More New Zealanders dying of obesity – study

  • Breaking
  • 15/12/2012

Restaurant portion sizes should be cut and adverts promoting unhealthy food banned from New Zealand television to curb Kiwis ballooning waistlines – the advice comes as new figures reveal that we're living longer, but are sicker than ever before.

This year more New Zealanders will die from obesity-related illnesses than will be killed in car crashes.

But obesity is now so common that many of us fail to recognise that it's an issue at all.

“More than 60 percent of adult population are either overweight or obese, that in a sense it seems to be normal,” says medical director of the Heart Foundation, Dr Norman Sharpe. “And so I think that leads to a degree of denial and inaction.”

Latest research from the Global Burden of Disease study reveals obesity is now killing three times as many people worldwide as malnutrition.

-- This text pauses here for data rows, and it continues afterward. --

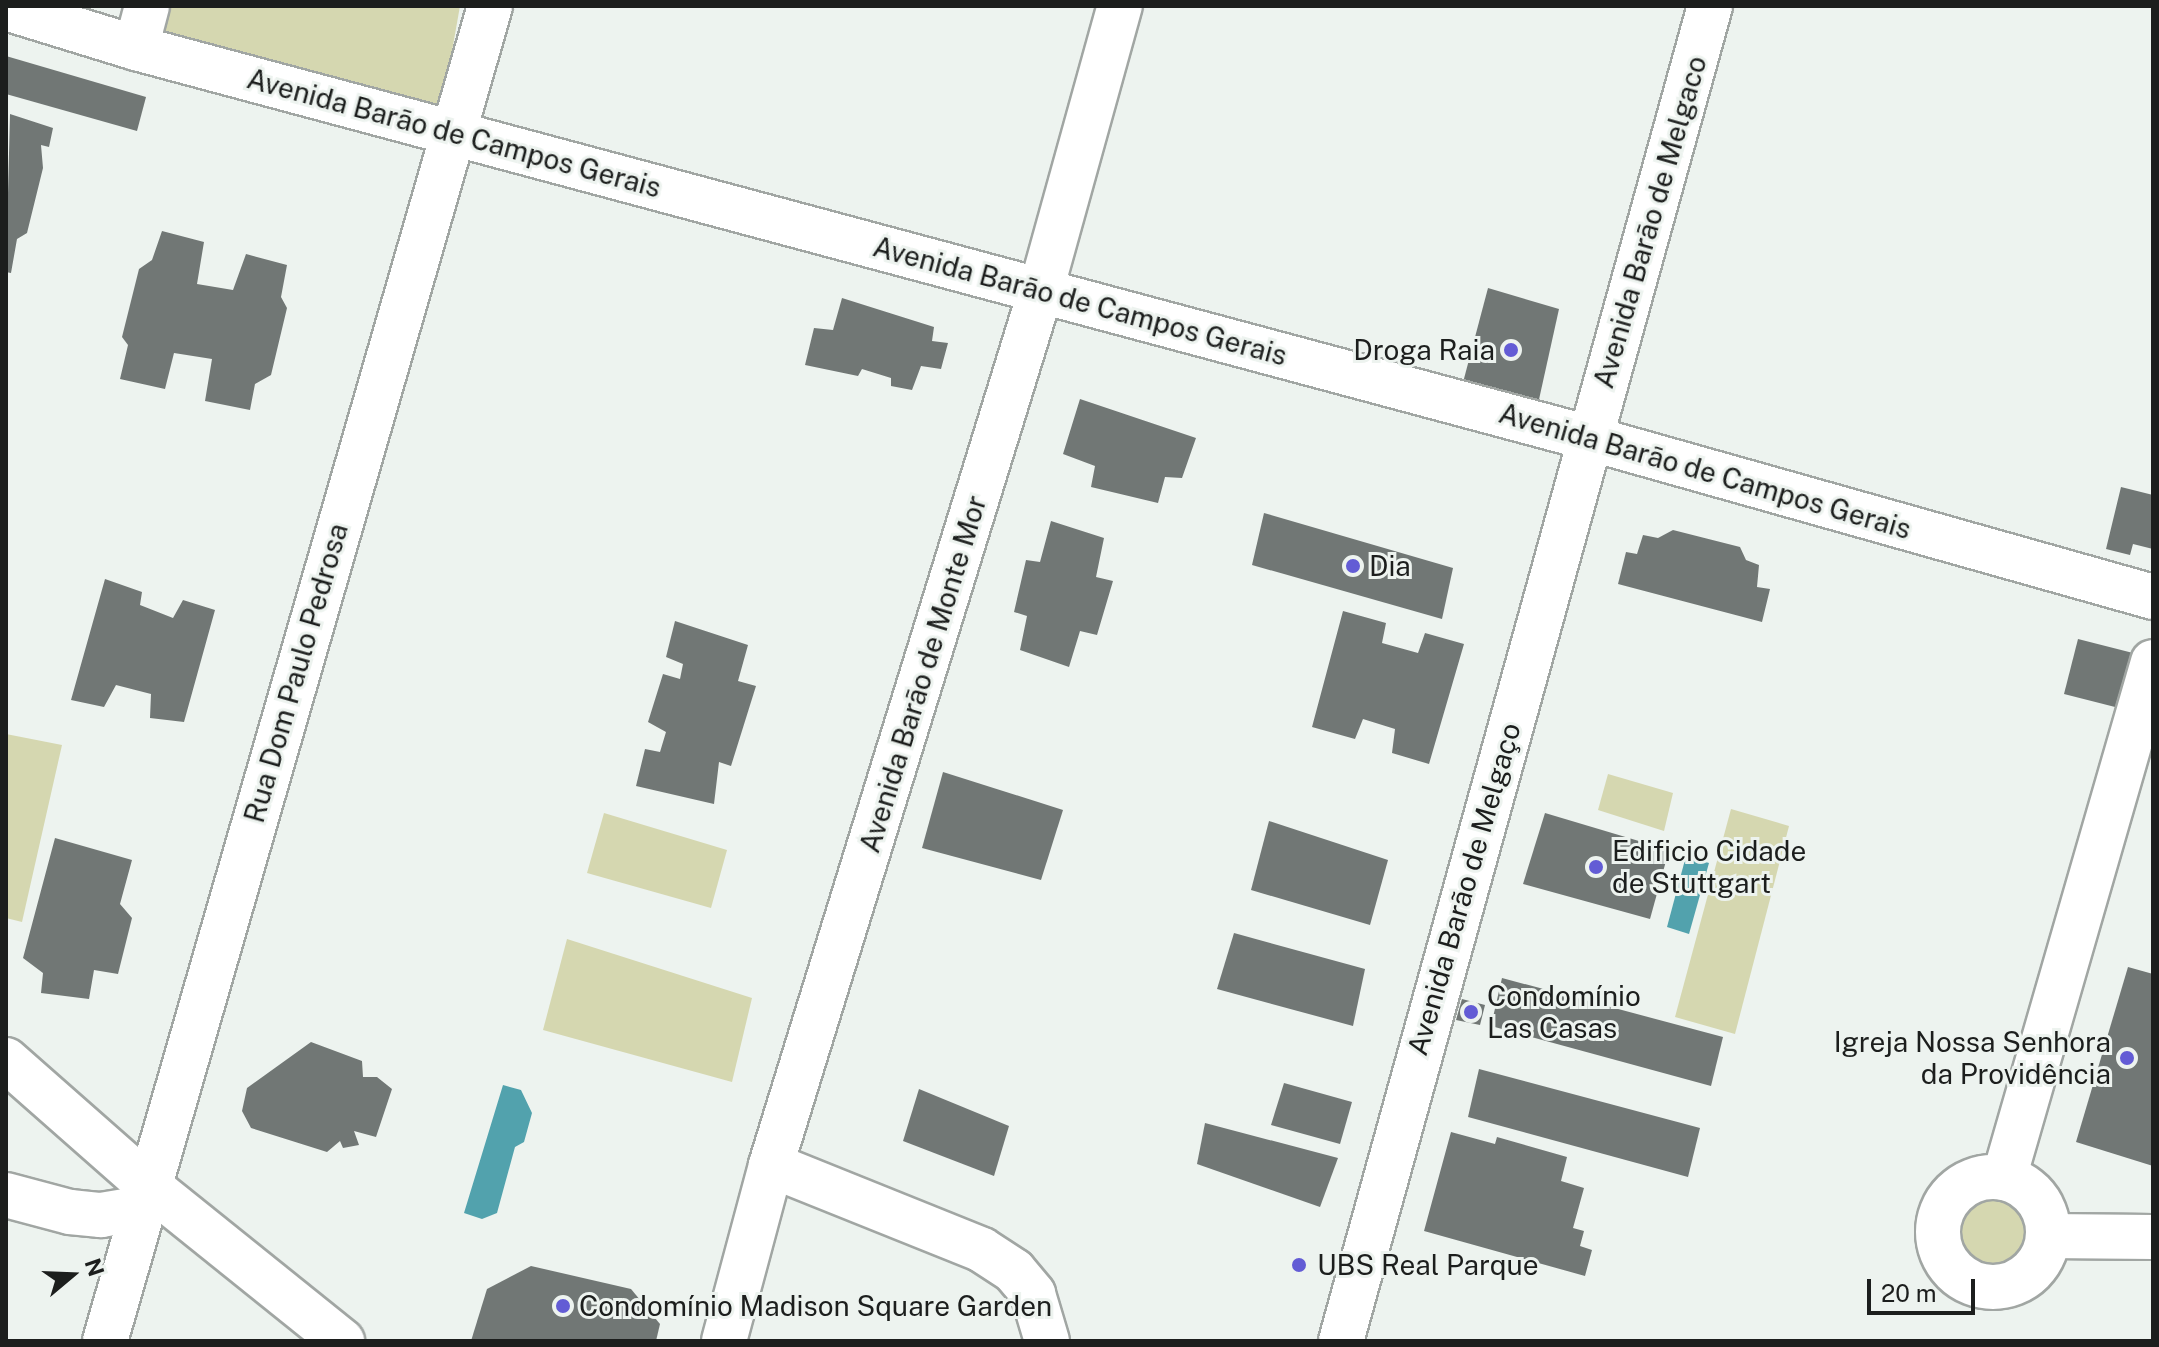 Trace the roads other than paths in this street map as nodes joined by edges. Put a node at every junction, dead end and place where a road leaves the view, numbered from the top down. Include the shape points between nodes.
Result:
1 (147, 6) edge
2 (490, 6) edge
3 (1120, 6) edge
4 (1710, 6) edge
5 (6, 8) edge
6 (136, 48) junction
7 (454, 134) junction
8 (1041, 290) junction
9 (1589, 438) junction
10 (2153, 597) edge
11 (2153, 662) edge
12 (6, 1060) edge
13 (771, 1165) junction
14 (2004, 1178) junction
15 (6, 1195) edge
16 (146, 1197) junction
17 (2048, 1236) junction
18 (2153, 1237) edge
19 (105, 1341) edge
20 (342, 1341) edge
21 (724, 1341) edge
22 (1047, 1341) edge
23 (1341, 1341) edge

1 - 6 street
2 - 7 street, Rua Dom Paulo Pedrosa
3 - 8 street, Avenida Barão de Monte Mor
4 - 9 street, Avenida Barão de Melgaco
5 - 6 street, Avenida Barão de Campos Gerais
6 - 7 street, Avenida Barão de Campos Gerais
7 - 8 street, Avenida Barão de Campos Gerais
7 - 16 street, Rua Dom Paulo Pedrosa
8 - 9 street, Avenida Barão de Campos Gerais
8 - 13 street, Avenida Barão de Monte Mor
9 - 10 street, Avenida Barão de Campos Gerais
9 - 23 street, Avenida Barão de Melgaço
11 - 14 street
12 - 16 street
13 - 21 street, Avenida Barão de Monte Mor
13 - 22 street via 982,1250 1014,1271 1033,1294
14 - 17 street via 2037,1199
14 - 17 street via 1967,1183 1941,1210 1939,1249 1948,1266 1980,1286 2017,1282 2033,1271
15 - 16 street via 101,1215
16 - 19 street, Rua Dom Paulo Pedrosa
16 - 20 street
17 - 18 street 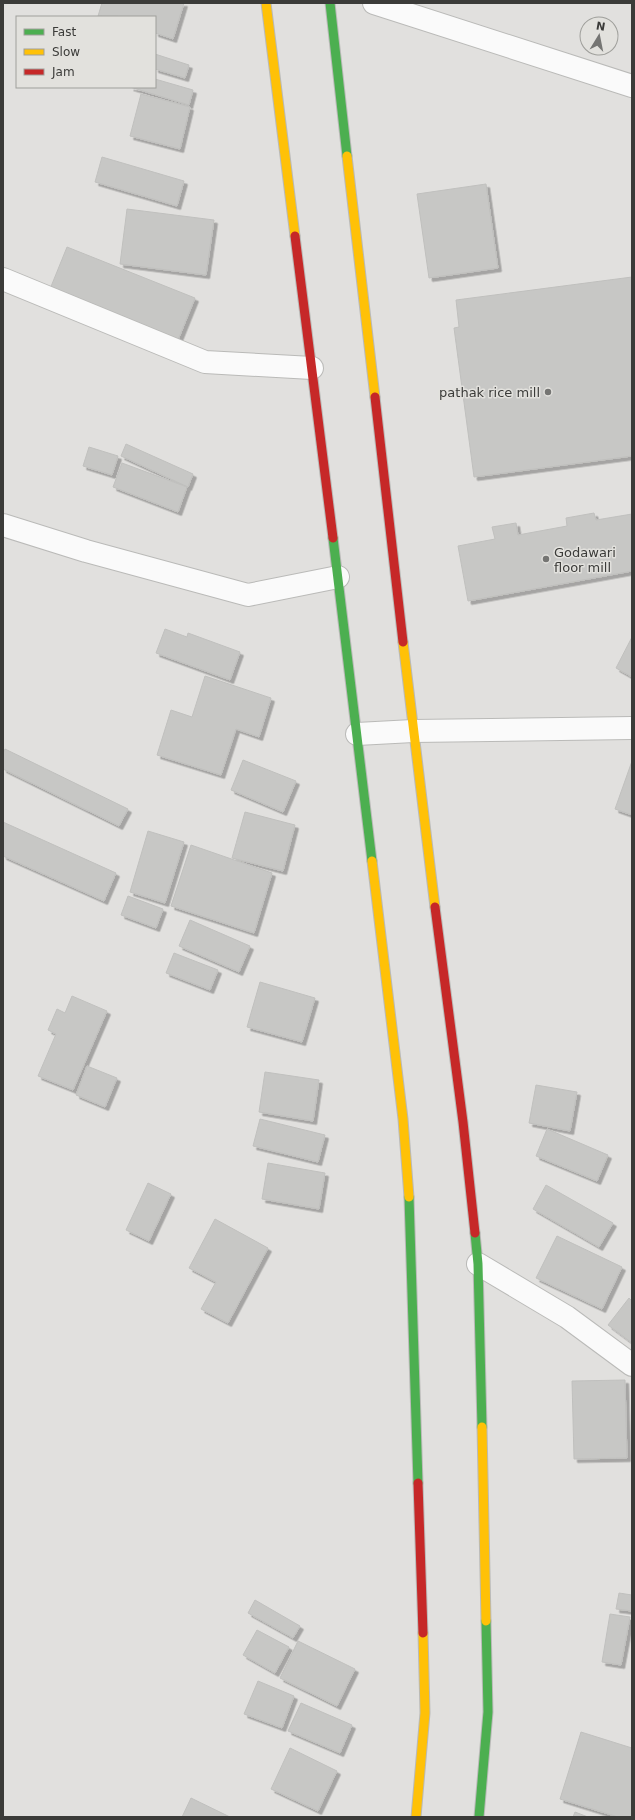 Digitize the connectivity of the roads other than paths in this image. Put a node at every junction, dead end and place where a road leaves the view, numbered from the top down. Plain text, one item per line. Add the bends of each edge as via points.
1 (330, 3) edge
2 (374, 3) edge
3 (266, 4) edge
4 (632, 86) edge
5 (3, 280) edge
6 (312, 368) junction
7 (3, 525) edge
8 (338, 576) junction
9 (632, 728) edge
10 (413, 731) junction
11 (357, 734) junction
12 (478, 1264) junction
13 (632, 1365) edge
14 (416, 1817) edge
15 (479, 1817) edge

1 - 10 highway
2 - 4 street
3 - 6 highway
5 - 6 street via 205,362
6 - 8 highway
7 - 8 street via 86,551 248,594
8 - 11 highway
9 - 10 street
10 - 11 street
10 - 12 highway via 463,1122
11 - 14 highway via 402,1118 410,1209 425,1713
12 - 13 street via 567,1317
12 - 15 highway via 488,1712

And in New Zealand a high body-mass index is now the leading cause of years lost in lifetimes thanks to poor health.

It's alarmed health experts who say it's time more drastic measures were introduced.

Dr Sharpe recommends “such things as regulating or monitoring portion sizes in restaurants”.

Others are more extreme, calling for a ban on fast food.

“After the invention of smoking that was brought from the US, I think McDonald’s is the second most harmful element of civilisation,” says Valery Feigin of AUT University.

Dr Sharpe says adverts promoting unhealthy food should be taken off air.

“It requires a whole of government and a whole of community approach and a long-term approach.”

So while the research shows people are living longer, they are also sicker than before, and the bill for obesity in New Zealand is up to $849 million a year for healthcare and lost productivity.